#### Records shown

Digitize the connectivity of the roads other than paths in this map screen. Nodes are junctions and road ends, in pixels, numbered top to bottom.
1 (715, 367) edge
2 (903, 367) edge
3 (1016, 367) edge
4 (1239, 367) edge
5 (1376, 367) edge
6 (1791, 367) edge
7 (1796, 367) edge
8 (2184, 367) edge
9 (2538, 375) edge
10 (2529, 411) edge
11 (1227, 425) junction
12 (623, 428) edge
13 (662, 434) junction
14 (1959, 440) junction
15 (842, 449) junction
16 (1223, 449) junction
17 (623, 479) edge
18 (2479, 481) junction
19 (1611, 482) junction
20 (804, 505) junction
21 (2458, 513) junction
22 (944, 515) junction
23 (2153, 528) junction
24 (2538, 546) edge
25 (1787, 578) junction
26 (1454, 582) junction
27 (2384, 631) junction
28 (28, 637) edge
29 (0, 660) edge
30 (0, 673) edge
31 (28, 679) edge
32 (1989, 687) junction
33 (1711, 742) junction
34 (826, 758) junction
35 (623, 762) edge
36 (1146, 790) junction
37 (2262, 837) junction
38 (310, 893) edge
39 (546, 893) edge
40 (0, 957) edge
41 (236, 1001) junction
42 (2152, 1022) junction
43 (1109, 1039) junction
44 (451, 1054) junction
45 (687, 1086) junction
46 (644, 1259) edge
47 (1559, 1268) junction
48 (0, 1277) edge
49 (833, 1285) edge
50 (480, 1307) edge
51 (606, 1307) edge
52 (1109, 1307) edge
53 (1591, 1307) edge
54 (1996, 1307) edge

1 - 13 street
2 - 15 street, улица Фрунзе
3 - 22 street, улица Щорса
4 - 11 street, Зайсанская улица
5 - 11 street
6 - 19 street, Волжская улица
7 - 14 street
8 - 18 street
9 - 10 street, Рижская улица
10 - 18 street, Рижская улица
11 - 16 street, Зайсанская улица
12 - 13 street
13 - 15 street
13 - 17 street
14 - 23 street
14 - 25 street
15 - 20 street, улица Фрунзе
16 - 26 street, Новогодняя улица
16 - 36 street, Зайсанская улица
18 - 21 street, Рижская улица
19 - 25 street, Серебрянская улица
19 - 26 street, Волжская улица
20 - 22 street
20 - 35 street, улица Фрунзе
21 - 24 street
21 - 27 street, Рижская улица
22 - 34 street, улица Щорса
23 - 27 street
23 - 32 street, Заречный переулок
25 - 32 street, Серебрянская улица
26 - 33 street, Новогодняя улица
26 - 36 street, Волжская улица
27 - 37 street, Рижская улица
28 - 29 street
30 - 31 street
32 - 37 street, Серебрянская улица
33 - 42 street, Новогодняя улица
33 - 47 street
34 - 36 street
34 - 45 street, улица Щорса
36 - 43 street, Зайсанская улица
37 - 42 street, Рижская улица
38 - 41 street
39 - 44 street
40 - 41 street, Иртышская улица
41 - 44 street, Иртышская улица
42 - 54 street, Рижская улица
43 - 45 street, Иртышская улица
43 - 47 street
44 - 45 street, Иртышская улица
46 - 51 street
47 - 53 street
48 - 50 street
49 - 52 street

########

■ Instructions to follow
Nothing but a number belongs in the answer: the tally of lines in the data holding "Новогодняя".

■ Solution to this problem
3